Insurance is a gamble. For the insurance company it is a gamble on whether enough can be collected from a client to cover the costs of a claim and for the customer it is a gamble whether the investment into insurance will actually deliver on a claim once it has been filed. Even the largest insurance companies can fall when the stock markets turn bad or natural disasters strike a wide region. But there are safeguards that you can take to make sure you've picked a company that can stand the test of time.
There are industry analysis companies which keep tabs on which insurance companies have the most stable financial foundations. Two of the best known companies of this type are A.M. Best and Standard & Poor. These companies look at an insurance company's assets, outflows, and rates the company by how well they could be expected to handle even serious expenditures in short-term and long-term claim filings.

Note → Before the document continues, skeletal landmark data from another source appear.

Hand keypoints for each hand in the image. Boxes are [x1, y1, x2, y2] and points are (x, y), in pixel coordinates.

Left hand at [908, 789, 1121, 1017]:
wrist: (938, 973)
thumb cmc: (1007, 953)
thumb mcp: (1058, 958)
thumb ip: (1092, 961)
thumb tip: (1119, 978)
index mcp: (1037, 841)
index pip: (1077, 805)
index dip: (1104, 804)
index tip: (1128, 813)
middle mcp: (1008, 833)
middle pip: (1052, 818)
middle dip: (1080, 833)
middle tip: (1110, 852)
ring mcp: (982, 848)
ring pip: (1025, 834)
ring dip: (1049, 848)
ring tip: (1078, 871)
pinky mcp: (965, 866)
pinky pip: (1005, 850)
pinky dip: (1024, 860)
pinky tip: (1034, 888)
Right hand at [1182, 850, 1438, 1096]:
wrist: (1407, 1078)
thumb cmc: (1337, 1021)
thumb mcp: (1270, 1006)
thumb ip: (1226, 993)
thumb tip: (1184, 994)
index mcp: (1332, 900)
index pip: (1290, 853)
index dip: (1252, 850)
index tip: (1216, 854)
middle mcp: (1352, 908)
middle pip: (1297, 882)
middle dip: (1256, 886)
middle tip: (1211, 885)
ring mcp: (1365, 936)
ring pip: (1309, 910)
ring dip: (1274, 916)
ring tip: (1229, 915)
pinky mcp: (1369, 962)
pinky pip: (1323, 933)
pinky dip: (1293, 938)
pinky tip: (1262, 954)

This analysis includes watching the portfolios of insurance companies and adjusting their rating when the stock market causes company value to decline sharply. Knowing how well your insurance company is rated by a company such as A.M. Best could save you from purchasing a life insurance policy that is worthless 20 years down the road.
Do not assume that insurance is a waste of money because your policy value could drop unexpectedly. When considered against the loss if you do not have insurance, taking a chance on falling value is worth the risk. Just as insurance companies are gambling on being able to collect enough revenue to cover the outflow, your family is gambling on you to take steps that reduce the loss when disaster strikes. Even if the policy fails, the loss will be less than what it would cost you to cover repairs out of pocket. Your responsibility will be to choose your insurance policies so that you associate with companies less likely to suffer economic loss.